By Erica C. Barnett
Officials at the King County Regional Homelessness Authority say the agency will pay for three contracts at the center of a recent funding controversy using $2 million in unspent Emergency Solutions Grant (ESG-CV) COVID relief dollars from the city of Seattle. The city’s Human Services Department, which oversaw the money until the KCRHA took over the region’s homelessness system this year, has not yet responded to questions sent Friday morning about the specific source of the funding.
One potential source is leftover funding former mayor Jenny Durkan’s administration planned to spend on rapid rehousing at the two shelter-based hotels the city opened (and closed) last year. The mayor’s office claimed the hotels would serve as short-term stops for people to move rapidly from unsheltered homelessness to market-rate apartments using short-term rent subsidies; in reality, most people stayed at the hotels long-term, leaving most of the rapid rehousing dollars unspent when the hotels closed earlier this year.
The city council passed legislation allocating the $2 million, which last year’s state budget earmarked for “tiny home villages,” to two LIHI tiny house villages last year. However, then-mayor Jenny Durkan never spent the money, transferring authority of the state funds to the KCRHA at the beginning of this year. The KCRHA, in turn, created a new, open bidding process for the money, ultimately rejecting both of LIHI’s proposals in favor of three different projects, including one from the Chief Seattle Club that involved (but was not led by) LIHI.
In response, State Rep. Frank Chopp (D-43) said the state dollars were never the KCRHA’s to give, and earmarked the money for LIHI in this year’s state budget, leaving the agency with $2 million in unfunded commitments.

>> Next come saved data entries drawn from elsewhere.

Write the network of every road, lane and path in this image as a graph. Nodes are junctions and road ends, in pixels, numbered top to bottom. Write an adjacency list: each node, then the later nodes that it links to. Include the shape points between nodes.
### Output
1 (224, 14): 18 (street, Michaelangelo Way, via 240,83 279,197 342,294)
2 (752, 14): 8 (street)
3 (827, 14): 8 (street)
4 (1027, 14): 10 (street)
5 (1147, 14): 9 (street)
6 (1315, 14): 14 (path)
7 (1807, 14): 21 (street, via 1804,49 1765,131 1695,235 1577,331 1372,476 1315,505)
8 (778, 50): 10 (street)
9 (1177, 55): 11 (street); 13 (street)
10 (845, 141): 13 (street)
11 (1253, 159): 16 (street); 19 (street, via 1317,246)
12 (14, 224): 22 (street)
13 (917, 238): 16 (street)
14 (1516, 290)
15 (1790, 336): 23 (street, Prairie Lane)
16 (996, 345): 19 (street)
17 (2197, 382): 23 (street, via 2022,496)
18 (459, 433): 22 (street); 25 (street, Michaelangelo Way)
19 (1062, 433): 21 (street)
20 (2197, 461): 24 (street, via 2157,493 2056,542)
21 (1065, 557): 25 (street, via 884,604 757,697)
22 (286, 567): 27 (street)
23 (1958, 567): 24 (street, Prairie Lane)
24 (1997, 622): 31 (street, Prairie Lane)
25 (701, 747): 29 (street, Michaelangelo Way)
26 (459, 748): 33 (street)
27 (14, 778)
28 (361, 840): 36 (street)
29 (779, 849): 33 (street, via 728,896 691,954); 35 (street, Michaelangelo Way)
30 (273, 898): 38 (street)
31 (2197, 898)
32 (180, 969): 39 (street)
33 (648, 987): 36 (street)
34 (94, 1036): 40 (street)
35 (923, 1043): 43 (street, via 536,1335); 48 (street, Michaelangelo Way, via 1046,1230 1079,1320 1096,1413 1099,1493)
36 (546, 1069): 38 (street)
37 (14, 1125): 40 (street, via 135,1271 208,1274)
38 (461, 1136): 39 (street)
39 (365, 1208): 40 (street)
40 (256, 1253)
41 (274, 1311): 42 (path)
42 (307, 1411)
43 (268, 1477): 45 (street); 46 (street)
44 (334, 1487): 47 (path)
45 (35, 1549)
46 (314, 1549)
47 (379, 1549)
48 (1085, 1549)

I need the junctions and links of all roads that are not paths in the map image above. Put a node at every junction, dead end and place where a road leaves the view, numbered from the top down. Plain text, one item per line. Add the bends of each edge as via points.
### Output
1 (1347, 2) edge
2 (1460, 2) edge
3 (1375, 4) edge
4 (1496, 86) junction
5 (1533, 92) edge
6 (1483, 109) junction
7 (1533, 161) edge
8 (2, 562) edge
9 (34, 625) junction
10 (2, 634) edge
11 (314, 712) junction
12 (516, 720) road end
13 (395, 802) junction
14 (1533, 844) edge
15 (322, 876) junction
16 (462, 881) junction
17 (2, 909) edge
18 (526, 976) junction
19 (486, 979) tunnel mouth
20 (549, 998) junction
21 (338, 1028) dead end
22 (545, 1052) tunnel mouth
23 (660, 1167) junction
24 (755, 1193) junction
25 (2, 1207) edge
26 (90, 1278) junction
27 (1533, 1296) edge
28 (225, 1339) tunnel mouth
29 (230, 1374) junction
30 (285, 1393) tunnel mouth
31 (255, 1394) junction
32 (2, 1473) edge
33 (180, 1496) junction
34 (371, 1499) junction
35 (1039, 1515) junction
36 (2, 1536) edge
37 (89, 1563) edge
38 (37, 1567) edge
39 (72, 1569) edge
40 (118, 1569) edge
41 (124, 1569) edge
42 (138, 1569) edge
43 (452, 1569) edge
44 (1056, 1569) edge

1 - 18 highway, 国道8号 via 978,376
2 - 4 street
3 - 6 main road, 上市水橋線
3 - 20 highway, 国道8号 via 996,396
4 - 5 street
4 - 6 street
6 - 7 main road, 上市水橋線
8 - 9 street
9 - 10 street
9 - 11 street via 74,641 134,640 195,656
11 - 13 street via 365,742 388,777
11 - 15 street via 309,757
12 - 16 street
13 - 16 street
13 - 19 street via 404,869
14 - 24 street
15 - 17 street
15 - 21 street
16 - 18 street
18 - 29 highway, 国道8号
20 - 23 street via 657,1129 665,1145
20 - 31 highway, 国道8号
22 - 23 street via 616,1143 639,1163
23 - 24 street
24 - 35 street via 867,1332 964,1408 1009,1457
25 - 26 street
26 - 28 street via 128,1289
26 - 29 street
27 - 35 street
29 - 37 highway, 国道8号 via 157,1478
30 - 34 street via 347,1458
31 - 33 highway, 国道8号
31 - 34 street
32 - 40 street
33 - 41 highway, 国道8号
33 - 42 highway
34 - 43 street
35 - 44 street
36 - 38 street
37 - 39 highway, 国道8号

“Neither I, or the agency, has an ax to grind with tiny houses as a shelter type. If I really wanted to get rid of them, I would have just defunded them on day 3. They’d be gone. We wouldn’t be having this conversation. The question was, should we rapidly open 10 to 15 tiny house villages, and I said the data does not support expansion of that scale.”—KCRHA director Marc Dones
During a meeting of the King County Regional Homelessness Authority’s implementation board on Wednesday, KCRHA director Marc Dones—a vocal critic of the city council’s plans to expand tiny house villages around the city—sounded frustrated as they addressed the controversy.
“Neither I, or the agency, has an ax to grind with tiny houses as a shelter type,” Dones said. “If I really wanted to get rid of them, I would have just defunded them on day 3. They’d be gone. We wouldn’t be having this conversation. What I have said repeatedly [is that] radical expansion, which was what was being put forward to me last year—the question was, should we rapidly open 10 to 15 tiny house villages, and I said the data does not support expansion of that scale.”
“There is, and I cannot stress this enough, zero credible or factual assertion in any statement made by anyone that this agency, or I specifically, am trying to unwind all of the tiny houses tomorrow, and, frankly, that we have not made new investments into tiny shelter types,” Dones said, pointing to existing contracts with LIHI that transferred to the authority from the city of Seattle and to two of the projects the RHA attempted to fund through the bidding process—the Chief Seattle Club/LIHI village and an expansion of Catholic Community Services’ existing Pallet shelter project.
Dones noted that LIHI did not file a formal grievance over the authority’s decision not to fund its proposed tiny house villages in South Seattle and South Lake Union (which, thanks to Chopp, were both ultimately funded by the state). “We are done,” they said. Lee, from LIHI, said she chose not to file a grievance because she didn’t believe LIHI would get a fair shake from the same panel that rejected its applications, which included both Dones and his executive assistant.
Dr. Simha Reddy, a member of the implementation board, said he and other board members met with Dones last week to figure out what happened with the $2 million, and came to the conclusion that the agency legitimately believed it had the authority to distribute the $2 million in state funding through its own grant process. “Fundamentally, an error happened. I don’t think there’s a particular villain here,” Reddy said. “Stepping back, this looks like this is a situation where good people trying their hardest could have come to different conclusions.”